Digo yo, en mi propia ingenuidad, que le costaba a una periodista pagada por uno de los periodicos mas importantes del mundo llamar a Aprodeh y pedir su opinion? O averiguar sobre la situacion legal de los Sres. Fujimori, Humala y Garcia y el rol de Aprodeh para buscar que la justicia les alcance? Que penoso insulto a la inteligencia!

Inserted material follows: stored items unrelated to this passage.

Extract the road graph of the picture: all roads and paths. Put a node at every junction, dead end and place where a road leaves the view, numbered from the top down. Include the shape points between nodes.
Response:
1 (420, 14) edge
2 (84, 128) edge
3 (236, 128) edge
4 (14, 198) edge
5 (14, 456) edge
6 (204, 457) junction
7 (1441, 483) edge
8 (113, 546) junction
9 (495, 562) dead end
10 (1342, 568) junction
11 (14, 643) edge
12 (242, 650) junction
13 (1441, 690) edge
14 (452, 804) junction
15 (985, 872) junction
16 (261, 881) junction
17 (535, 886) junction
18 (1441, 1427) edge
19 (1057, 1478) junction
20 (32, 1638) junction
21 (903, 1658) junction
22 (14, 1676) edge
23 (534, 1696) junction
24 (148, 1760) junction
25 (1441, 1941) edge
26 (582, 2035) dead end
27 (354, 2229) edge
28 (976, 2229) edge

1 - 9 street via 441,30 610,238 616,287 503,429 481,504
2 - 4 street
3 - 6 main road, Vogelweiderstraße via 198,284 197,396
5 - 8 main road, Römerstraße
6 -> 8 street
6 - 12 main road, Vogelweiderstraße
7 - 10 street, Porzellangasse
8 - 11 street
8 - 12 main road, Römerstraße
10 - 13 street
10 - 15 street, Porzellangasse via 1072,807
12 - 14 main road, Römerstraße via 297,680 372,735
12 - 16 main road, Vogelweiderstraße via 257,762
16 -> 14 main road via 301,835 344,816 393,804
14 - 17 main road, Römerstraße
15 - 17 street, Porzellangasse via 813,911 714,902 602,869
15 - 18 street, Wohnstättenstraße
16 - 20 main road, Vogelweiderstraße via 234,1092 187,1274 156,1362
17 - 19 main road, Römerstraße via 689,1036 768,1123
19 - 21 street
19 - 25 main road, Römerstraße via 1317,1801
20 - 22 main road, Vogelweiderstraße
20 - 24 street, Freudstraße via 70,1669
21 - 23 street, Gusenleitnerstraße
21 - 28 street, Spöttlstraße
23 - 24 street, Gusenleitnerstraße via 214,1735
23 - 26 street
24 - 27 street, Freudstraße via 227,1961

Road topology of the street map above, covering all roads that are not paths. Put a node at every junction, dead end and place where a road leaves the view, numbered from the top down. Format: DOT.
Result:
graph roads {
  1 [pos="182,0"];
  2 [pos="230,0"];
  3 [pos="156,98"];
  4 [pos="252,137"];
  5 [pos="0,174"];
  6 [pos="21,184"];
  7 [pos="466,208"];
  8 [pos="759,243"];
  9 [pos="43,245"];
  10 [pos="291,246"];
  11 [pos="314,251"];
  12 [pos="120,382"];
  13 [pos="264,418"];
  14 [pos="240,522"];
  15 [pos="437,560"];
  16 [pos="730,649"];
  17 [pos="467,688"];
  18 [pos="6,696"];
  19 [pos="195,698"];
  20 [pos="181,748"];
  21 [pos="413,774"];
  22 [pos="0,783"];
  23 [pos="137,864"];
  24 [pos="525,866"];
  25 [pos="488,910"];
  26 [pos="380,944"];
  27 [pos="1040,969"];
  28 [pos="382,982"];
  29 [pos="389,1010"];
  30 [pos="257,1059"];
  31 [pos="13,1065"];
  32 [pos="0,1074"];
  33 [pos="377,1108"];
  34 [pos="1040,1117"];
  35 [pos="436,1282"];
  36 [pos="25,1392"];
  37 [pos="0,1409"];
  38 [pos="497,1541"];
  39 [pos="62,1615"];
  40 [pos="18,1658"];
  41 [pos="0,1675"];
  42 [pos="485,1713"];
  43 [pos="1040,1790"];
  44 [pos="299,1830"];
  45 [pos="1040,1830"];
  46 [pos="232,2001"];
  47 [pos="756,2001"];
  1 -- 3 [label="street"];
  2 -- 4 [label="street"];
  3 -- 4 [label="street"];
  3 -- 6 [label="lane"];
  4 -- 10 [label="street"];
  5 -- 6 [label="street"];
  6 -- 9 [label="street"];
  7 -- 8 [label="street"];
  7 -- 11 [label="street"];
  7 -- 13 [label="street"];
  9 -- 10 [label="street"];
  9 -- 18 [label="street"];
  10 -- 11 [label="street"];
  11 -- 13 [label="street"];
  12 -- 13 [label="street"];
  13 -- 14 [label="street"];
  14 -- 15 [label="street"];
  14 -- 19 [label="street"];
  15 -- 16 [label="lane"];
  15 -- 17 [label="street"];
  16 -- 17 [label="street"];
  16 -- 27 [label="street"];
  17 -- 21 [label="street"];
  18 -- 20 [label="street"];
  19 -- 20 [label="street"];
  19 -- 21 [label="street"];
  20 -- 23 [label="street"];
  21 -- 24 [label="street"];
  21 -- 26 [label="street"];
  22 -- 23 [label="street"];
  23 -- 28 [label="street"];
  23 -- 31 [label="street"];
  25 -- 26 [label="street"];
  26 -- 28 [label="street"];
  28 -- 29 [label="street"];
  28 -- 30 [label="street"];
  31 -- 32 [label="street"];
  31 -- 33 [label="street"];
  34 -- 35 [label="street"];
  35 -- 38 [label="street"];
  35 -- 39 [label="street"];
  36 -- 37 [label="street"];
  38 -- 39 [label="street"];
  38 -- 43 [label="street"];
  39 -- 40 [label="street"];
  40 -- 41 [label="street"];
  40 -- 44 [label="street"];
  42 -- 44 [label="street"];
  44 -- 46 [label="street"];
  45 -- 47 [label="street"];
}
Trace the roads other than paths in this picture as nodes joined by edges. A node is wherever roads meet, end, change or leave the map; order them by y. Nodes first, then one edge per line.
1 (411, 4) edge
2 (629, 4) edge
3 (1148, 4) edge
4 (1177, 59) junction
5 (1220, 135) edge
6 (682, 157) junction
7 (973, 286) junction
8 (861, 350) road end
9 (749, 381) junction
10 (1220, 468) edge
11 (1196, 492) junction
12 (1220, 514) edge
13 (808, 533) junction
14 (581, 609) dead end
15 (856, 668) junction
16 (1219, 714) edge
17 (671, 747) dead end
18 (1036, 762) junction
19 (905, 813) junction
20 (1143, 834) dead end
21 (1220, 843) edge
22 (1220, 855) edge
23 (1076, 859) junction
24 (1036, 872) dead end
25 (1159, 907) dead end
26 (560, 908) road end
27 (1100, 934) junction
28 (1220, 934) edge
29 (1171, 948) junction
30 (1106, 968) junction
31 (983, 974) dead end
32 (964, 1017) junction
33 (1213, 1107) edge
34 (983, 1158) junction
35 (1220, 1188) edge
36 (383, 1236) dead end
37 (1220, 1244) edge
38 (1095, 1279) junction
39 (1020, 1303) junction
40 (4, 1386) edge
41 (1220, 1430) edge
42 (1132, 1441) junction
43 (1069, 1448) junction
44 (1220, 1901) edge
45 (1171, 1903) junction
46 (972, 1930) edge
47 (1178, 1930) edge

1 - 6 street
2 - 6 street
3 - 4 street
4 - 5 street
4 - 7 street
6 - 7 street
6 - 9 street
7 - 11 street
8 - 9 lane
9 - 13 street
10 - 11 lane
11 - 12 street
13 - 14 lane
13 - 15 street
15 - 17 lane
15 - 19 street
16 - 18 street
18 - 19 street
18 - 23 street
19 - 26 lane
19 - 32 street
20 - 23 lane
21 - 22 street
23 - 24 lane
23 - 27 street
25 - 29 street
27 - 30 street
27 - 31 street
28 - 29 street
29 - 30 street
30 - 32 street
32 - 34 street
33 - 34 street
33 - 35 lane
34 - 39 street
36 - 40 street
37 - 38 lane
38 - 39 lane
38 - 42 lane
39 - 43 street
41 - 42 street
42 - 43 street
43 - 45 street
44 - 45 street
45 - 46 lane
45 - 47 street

A nadie escapa lo obvio: un gobierno elegido a nariz tapada, en el subsuelo de la popularidad, incapaz de producir el menor impacto redistributivo en medio de una bonanza exportadora sin precedentes busca chivos expiatorios para ocultar su incompetencia economica y su autoritarismo. Al mejor estilo del Sr. Garcia, este gobierno esta haciendo todo lo que puede para convertir cualquier protesta en crimen reprimible directamente por el ejercito y encuentra en ese proposito obstaculos en organizaciones que -como Aprodeh- se dedican a defender los derechos ciudadanos y el estado de derecho.

Pero eso era, probablemente, demasiado investigar para la Sra. O'Grady, ocupada como estaba por el Caton local, el Sr... Sousa se llamaba?